YOUR OBJECTIVE - Whenever the string "lines" turns up in a line below, that line should be copied.

[Stored items from a collection]

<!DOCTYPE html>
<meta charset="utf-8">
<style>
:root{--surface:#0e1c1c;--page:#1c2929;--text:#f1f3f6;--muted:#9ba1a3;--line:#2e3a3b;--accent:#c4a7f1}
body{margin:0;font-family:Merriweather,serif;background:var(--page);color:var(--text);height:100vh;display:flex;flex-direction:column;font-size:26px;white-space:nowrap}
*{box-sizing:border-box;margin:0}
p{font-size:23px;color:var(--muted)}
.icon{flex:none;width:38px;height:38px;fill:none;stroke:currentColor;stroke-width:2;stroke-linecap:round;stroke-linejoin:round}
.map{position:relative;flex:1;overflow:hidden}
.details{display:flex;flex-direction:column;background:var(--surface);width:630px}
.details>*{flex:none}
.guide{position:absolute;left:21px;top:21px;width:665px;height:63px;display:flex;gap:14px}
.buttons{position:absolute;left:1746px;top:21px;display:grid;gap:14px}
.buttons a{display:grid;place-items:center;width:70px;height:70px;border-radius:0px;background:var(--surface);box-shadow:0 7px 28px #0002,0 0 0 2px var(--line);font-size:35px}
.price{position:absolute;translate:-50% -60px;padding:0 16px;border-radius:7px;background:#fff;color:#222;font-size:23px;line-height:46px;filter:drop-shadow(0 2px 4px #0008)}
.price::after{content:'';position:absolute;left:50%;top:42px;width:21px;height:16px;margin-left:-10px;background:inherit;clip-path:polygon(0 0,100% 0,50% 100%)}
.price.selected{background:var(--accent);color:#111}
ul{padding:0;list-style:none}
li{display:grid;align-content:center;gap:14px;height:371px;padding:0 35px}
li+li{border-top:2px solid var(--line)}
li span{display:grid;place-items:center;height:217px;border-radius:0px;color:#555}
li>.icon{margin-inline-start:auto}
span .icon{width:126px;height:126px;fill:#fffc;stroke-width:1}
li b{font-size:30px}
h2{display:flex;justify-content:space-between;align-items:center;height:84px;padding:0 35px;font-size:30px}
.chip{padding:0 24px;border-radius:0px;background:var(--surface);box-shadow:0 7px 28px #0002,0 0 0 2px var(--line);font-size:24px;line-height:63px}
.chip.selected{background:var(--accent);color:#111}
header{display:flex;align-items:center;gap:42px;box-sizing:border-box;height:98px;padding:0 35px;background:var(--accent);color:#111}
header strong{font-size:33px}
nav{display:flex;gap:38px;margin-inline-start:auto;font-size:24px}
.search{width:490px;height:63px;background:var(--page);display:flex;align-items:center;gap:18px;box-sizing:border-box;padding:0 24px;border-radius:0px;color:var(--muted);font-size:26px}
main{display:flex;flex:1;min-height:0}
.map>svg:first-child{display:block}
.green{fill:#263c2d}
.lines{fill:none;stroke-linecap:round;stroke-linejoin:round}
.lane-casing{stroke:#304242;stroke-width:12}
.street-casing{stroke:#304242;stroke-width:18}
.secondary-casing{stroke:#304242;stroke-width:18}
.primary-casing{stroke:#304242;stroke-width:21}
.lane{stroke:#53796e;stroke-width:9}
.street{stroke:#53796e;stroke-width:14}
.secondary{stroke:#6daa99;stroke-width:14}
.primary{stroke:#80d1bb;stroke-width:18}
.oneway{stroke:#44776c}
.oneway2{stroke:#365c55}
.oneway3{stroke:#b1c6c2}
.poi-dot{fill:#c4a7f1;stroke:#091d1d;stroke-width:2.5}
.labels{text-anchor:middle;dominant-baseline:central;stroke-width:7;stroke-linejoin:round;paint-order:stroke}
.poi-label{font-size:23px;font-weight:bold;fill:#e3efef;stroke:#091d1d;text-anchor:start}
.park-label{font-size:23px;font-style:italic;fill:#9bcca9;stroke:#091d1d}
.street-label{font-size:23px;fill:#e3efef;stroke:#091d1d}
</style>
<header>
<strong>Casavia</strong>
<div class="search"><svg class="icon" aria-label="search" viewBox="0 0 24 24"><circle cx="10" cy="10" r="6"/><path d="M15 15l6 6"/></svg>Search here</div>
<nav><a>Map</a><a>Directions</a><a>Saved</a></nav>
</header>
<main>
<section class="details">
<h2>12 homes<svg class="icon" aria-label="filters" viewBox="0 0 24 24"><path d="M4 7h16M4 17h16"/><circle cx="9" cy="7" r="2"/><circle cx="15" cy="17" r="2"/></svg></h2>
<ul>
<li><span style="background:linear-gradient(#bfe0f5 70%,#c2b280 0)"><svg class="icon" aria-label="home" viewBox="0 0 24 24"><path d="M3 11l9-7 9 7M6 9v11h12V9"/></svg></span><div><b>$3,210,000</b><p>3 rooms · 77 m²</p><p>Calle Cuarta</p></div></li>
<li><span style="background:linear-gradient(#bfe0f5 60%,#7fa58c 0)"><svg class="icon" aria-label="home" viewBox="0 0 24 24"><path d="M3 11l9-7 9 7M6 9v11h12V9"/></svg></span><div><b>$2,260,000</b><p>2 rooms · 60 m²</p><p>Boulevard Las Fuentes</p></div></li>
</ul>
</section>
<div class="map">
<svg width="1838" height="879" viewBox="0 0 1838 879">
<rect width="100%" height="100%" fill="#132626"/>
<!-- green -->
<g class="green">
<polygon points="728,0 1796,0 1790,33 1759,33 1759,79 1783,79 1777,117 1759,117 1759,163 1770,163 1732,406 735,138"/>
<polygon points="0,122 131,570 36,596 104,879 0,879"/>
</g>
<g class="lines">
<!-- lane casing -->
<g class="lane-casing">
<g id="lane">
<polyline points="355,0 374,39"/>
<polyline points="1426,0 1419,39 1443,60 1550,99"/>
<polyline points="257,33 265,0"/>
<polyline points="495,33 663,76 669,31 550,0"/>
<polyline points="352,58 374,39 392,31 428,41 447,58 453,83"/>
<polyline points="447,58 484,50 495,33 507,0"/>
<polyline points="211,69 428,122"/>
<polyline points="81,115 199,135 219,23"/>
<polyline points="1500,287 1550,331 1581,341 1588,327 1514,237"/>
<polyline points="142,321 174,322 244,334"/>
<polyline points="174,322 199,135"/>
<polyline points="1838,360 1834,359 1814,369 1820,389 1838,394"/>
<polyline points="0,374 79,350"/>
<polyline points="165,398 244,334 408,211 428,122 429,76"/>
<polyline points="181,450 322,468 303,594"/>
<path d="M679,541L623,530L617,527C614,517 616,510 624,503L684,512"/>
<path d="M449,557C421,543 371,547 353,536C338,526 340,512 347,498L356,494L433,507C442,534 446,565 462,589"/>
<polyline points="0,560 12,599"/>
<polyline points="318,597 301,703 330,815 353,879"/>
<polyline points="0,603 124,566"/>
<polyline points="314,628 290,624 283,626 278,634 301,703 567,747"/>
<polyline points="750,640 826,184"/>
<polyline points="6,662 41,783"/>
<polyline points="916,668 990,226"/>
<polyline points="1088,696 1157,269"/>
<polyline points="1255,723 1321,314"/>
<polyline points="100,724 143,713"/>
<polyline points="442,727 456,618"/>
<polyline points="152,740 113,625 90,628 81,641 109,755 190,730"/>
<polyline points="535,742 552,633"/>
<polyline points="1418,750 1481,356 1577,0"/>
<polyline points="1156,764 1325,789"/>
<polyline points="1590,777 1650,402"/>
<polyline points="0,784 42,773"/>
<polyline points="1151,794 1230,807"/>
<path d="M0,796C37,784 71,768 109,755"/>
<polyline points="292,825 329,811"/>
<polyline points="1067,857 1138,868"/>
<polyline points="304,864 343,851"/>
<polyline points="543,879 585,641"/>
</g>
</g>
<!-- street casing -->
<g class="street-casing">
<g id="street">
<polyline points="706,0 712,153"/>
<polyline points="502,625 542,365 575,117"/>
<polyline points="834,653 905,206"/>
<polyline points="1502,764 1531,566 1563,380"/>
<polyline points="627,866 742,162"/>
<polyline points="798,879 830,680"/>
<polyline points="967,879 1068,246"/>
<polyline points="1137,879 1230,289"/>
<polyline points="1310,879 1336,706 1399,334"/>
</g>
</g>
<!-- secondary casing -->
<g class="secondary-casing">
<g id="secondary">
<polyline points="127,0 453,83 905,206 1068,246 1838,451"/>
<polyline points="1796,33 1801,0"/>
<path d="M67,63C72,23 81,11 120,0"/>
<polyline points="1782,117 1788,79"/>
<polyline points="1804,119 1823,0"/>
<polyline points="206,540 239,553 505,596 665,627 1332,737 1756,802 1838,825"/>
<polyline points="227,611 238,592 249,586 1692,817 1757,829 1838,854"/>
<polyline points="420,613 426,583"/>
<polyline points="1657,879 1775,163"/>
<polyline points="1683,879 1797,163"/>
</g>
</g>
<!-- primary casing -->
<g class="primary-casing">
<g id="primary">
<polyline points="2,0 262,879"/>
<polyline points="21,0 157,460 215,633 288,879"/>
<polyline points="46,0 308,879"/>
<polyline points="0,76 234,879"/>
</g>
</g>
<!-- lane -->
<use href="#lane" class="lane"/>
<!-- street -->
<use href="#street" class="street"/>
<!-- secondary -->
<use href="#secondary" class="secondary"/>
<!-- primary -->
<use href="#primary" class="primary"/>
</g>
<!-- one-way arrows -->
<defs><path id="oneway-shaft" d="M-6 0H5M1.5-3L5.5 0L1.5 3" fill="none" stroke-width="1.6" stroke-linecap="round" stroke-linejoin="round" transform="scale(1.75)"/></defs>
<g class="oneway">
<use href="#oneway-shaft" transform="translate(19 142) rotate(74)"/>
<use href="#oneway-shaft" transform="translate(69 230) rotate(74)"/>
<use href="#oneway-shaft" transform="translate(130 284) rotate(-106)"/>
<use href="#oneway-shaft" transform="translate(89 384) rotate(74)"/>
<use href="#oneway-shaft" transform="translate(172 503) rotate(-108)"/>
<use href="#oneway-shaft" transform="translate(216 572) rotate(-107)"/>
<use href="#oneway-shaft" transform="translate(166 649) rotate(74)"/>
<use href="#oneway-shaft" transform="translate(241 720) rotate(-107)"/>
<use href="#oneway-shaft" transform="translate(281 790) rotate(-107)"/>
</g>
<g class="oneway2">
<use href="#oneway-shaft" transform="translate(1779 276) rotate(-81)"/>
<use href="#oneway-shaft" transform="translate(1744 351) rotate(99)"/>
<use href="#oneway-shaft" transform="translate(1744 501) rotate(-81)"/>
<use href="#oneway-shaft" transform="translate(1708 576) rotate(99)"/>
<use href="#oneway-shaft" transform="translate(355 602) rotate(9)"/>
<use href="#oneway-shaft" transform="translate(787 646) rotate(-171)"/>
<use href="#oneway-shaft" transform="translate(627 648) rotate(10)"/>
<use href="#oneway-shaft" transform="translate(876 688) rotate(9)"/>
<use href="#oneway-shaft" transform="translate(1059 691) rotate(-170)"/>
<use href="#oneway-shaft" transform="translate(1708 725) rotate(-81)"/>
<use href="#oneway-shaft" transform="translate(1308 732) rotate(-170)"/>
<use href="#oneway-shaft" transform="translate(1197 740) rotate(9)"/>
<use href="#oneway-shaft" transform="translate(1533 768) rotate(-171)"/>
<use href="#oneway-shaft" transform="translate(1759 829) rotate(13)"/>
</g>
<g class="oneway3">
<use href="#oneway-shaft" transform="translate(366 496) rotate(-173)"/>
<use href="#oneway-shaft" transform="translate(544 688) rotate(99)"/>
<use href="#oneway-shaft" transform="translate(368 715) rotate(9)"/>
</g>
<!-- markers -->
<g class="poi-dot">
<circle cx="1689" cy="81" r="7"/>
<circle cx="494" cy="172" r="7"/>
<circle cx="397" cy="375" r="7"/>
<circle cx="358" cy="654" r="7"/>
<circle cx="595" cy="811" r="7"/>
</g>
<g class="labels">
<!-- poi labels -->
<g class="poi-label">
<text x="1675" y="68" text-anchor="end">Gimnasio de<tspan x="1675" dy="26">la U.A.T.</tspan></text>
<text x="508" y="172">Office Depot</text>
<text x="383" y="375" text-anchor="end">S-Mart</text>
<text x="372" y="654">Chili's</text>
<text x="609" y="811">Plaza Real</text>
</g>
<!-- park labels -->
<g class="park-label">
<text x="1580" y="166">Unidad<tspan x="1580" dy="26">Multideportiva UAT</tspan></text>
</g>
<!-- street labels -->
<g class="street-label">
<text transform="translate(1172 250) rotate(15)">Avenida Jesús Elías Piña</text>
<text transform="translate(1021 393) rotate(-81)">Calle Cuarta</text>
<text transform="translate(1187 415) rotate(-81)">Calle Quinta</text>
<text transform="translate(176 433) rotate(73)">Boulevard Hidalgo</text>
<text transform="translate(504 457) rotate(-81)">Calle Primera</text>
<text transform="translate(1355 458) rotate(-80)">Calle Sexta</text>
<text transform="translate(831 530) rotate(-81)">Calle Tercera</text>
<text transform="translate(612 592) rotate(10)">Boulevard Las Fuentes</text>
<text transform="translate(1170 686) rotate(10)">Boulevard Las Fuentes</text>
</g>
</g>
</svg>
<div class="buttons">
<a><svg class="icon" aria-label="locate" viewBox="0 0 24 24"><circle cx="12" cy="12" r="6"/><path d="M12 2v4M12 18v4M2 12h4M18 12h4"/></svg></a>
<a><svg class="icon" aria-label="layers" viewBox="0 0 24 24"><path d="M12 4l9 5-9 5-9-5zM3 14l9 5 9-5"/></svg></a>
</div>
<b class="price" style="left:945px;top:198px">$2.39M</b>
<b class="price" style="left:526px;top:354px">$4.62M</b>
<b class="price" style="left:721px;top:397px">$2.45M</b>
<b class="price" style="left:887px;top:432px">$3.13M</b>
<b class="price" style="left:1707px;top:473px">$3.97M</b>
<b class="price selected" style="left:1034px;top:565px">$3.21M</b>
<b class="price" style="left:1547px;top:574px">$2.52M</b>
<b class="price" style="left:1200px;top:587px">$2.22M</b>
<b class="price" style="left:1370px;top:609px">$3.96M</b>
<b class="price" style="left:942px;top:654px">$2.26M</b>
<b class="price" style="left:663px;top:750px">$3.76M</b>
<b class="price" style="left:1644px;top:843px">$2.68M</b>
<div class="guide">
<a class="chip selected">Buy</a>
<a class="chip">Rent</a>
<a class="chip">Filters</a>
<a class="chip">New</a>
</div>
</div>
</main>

SOLUTION -
.lines{fill:none;stroke-linecap:round;stroke-linejoin:round}
<g class="lines">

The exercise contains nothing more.